Évora, 31 Mar (Lusa) - O Índice de Fecundidade tem vindo a diminuir em Portugal nos últimos 50 anos e desde 1982 que o número médio de nascimentos por mulher, em idade fértil, não assegura a renovação das gerações.

A nível nacional, os números revelam uma "realidade que compromete o futuro do país", afirmou hoje Maria Filomena Mendes, professora da Universidade de Évora (UE) e membro da comissão organizadora de um congresso, que decorre terça-feira.

"Em 1960, o Indicador Sintético de Fecundidade, que nos dá o número médio de filhos que cada mulher tem, era de 3,16 filhos por mulher", lembrou, observando que, em 1970, decresceu para 3,02 e, dez anos depois, já era de 2,26.

Em 1990, diminuiu para 1,55, em 1995 para 1,41 e, em 2006, o número baixou ainda mais, para 1,35 filhos por mulher", indicou.

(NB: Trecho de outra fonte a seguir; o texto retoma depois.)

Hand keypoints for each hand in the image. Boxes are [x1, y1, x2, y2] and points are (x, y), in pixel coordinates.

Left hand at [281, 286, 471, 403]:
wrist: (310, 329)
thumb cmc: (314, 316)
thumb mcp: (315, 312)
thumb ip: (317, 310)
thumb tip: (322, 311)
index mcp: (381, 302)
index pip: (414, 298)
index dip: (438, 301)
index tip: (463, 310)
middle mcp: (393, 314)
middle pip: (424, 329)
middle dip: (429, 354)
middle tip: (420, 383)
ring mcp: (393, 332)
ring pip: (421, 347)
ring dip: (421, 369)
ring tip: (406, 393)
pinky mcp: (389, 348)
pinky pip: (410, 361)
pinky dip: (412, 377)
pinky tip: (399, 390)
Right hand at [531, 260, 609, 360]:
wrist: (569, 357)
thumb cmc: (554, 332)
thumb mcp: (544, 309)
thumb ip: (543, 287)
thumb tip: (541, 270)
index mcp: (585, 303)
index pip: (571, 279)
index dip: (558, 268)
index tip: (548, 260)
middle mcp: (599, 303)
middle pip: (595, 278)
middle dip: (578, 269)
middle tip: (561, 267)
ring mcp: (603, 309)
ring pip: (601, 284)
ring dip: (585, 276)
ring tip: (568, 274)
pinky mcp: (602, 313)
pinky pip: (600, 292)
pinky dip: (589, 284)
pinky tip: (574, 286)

Apenas se verificou uma inversão desta tendência em 2000, igualando o ano de 1990, período em que cada mulher teve, em média, 1,55 filhos.

"Nos anos a seguir à EXPO 98, em que havia um grande volume de obras públicas a decorrer, logo mais oportunidades de trabalho, existia também mais confiança e expectativas em relação ao futuro, daí verificarem-se mais nascimentos", esclareceu Maria Filomena Mendes, em entrevista à agência Lusa.

A não renovação das gerações começou a verificar-se a partir de 1982, ano em que o Índice de Fecundidade baixou dos dois filhos por cada mulher.

"Deparamo-nos com dois grandes problemas: primeiro, são cada vez menos as gerações férteis, porque ao longo das décadas, consecutivamente, têm havido menos nascimentos", disse.

O segundo problema, acrescentou, é que "as mulheres têm filhos cada vez mais tarde, próximo dos 30 anos, o que diminui a probabilidade de virem a ter mais filhos".

A manter-se esta tendência, avisou a docente, determinadas regiões do país, como o Alentejo, podem sofrer consequências graves.

"No Alentejo, se a fecundidade se mantiver nos níveis dos últimos anos, daqui a meio século não teremos um número de nascimentos que assegure o funcionamento de uma maternidade", conjecturou.

A professora do Centro Interdisciplinar de História, Culturas e Sociedades da UE (CIDEHUS) considerou que o encerramento de maternidades "não influi muito na baixa de fecundidade" e aponta outras causas.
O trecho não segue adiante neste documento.